Your grace may probably discover something more intelligible in the negative part of this illustrious character. The man I have described would never prostitute his dignity in parliament by an indecent violence either in opposing or defending a minister. He would not at one moment rancorously persecute, at another basely cringe to the favorite of his sovereign. After outraging the royal dignity with peremptory conditions, little short of menace and hostility, he would never descend to the humility of soliciting an interview with the favorite, and of offering to recover, at any price, the honor of his friendship. Though deceived perhaps in his youth, he would not, through the course of a long life, have invariably chosen his friends from among the most profligate of mankind. His own honor would have forbidden him from mixing his private pleasures or conversation with jockeys, gamesters, blasphemers, gladiators, or buffoons. He would then have never felt, much less would he have submitted to the humiliating, dishonest necessity of engaging in the interest and intrigues of his dependants, of supplying their vices, or relieving their beggary, at the expense of his country. He would not have betrayed such ignorance, or such contempt of the constitution, as openly to avow, in a court of justice, the purchase and sale of a borough. He would not have thought it consistent with his rank in the state, or even with his personal importance, to be the little tyrant of a little corporation. He would never have been insulted with virtues which he had labored to extinguish, nor suffered the disgrace of a mortifying defeat, which has made him ridiculous and contemptible, even to the few by whom he was not detested. I reverence the afflictions of a good man,-his sorrows are sacred. But how can we take part in the distresses of a man whom we can neither love nor esteem; or feel for a calamity of which he himself is insensible? Where was the father's heart, when he could look for, or find an immediate consolation for the loss of an only son, in consultations and bargains for a place at court, and even in the misery of balloting at the India House!

FROM HIS LETTER TO THE KING.1

To the Printer of the "Public Advertiser."

When the complaints of a brave and powerful people are observed to increase in proportion to the wrongs they have suffered;

1 This celebrated letter to the king is, perhaps, the most remarkable political address ever published in England. At the time of its appearance it made a very great impression upon the public mind; and the importance which the author himself attached to it, is evinced by the following note which he addressed to his printer, announcing it: "I am now meditating a capital, and I hope a final piece."

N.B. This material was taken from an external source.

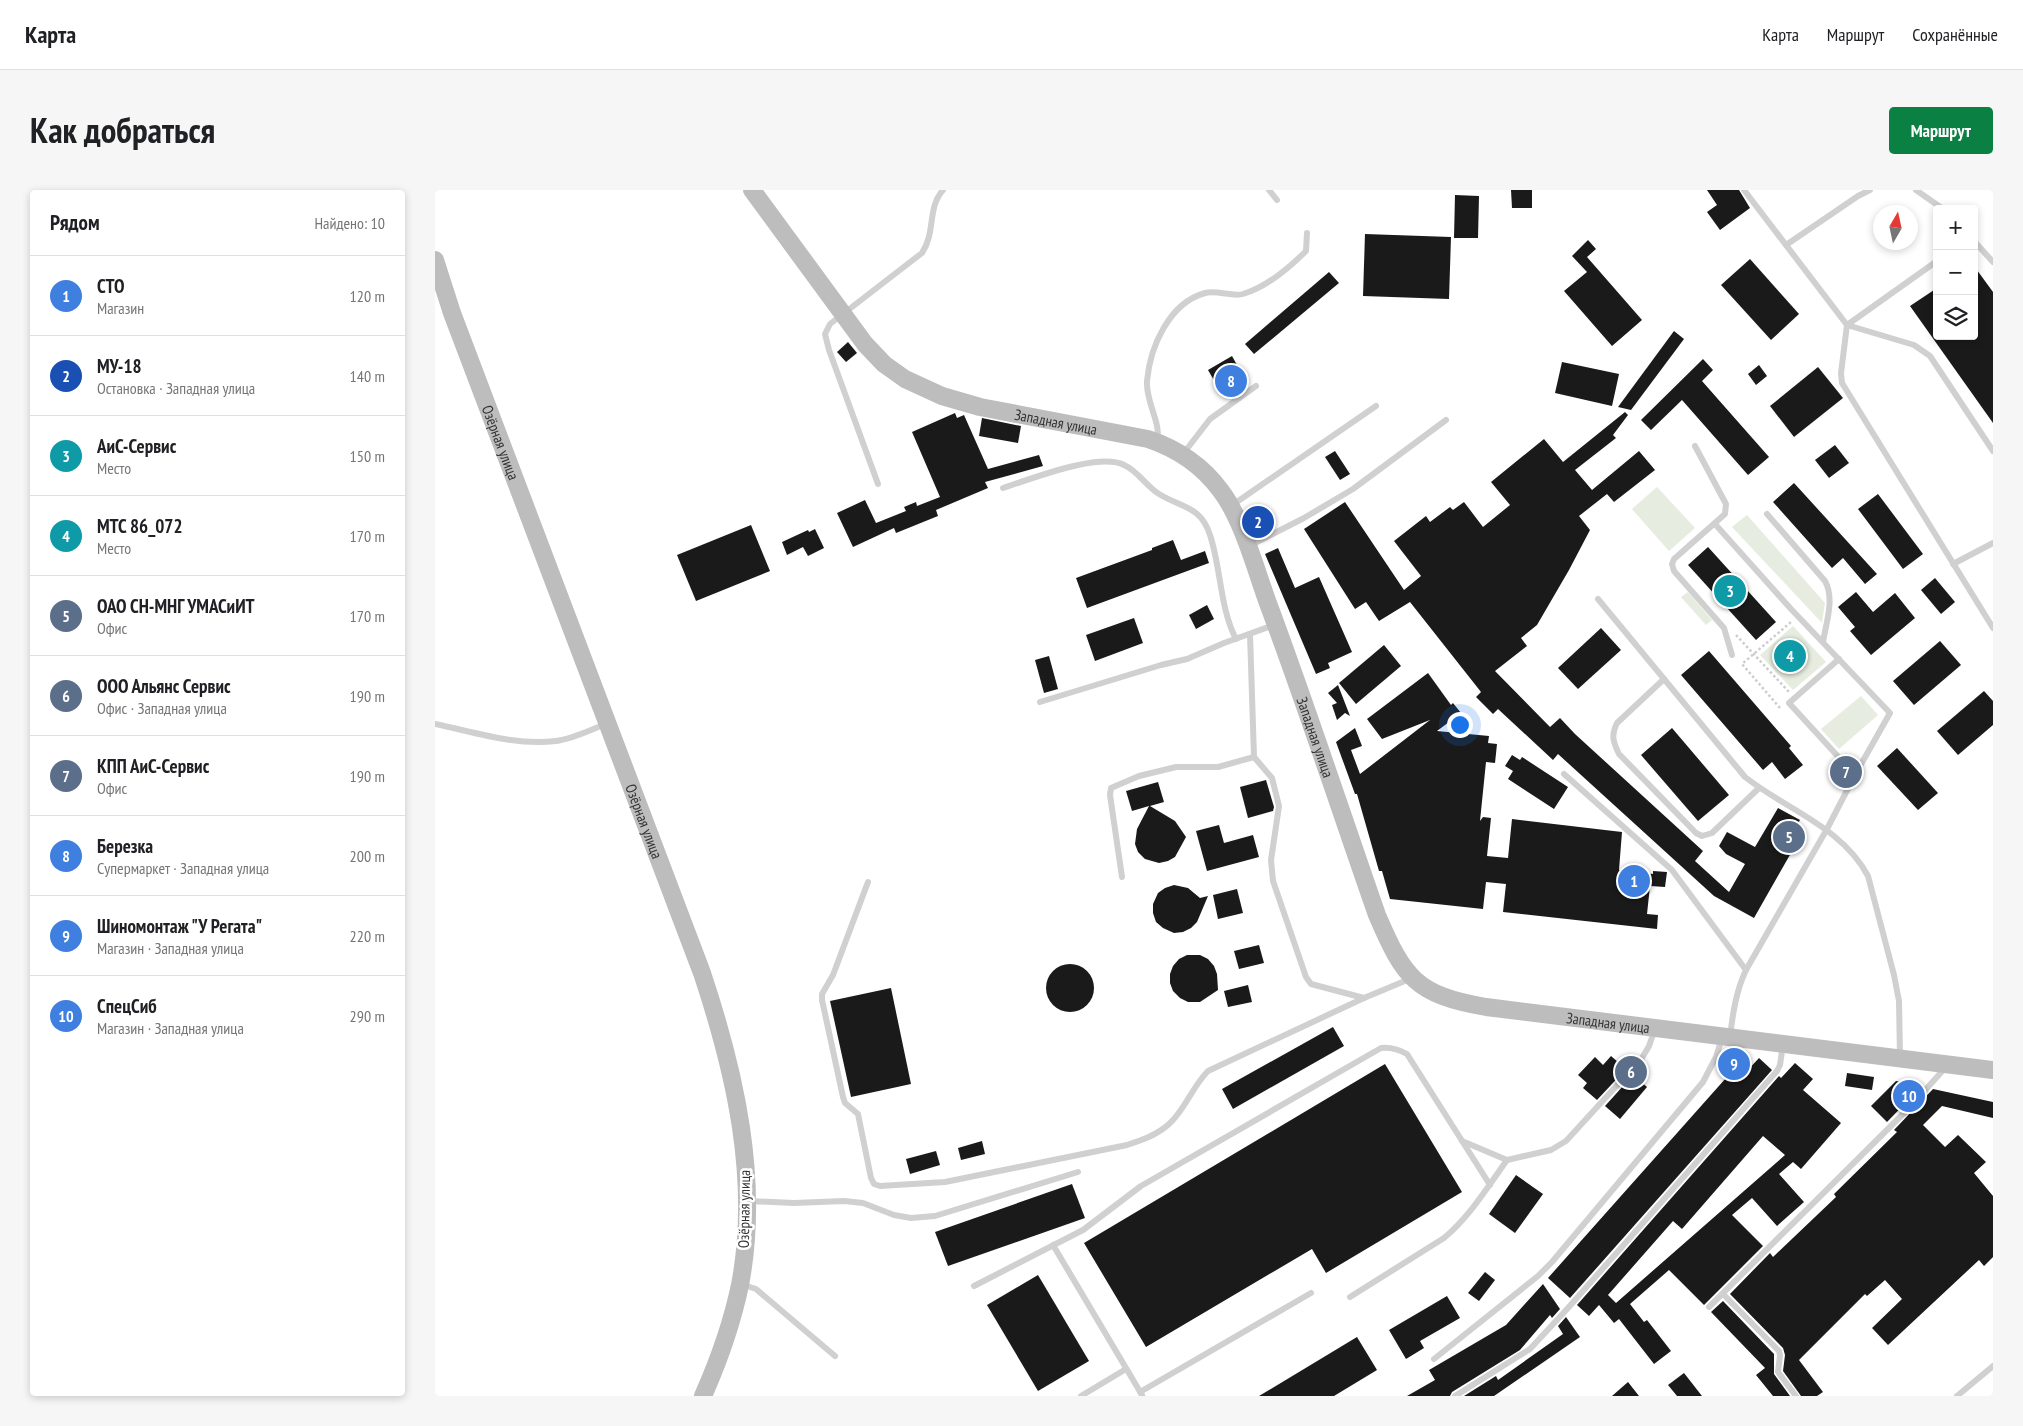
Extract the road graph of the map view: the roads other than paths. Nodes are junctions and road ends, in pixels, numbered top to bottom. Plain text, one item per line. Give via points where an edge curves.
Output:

when, instead of sinking into submission, they are roused to resist ance, the time will soon arrive at which every inferior consideration must yield to the security of the sovereign, and to the general safety of the state. There is a moment of difficulty and danger, at which flattery and falsehood can no longer deceive, and simplicity itself can no longer be misled. Let us suppose it arrived. Let us suppose a gracious, well-intentioned prince, made sensible at last of the great duty he owes to his people, and of his own disgraceful situation; that he looks round him for assistance, and asks for no advice, but how to gratify the wishes, and secure the happiness of his subjects. In these circumstances, it may be matter of curious speculation to consider, if an honest man were permitted to approach a king, in what terms he would address himself to his sovereign. Let it be imagined, no matter how improbable, that the first prejudice against his character is removed; that the ceremonious difficulties of an audience are surmounted; that he feels himself animated by the purest and most honorable affections to his king and country: and that the great person, whom he addresses, has spirit enough to bid him speak freely, and understanding enough to listen to him with attention. Unacquainted with the vain impertinence of forms, he would deliver his sentiments with dignity and firmness, but not without respect.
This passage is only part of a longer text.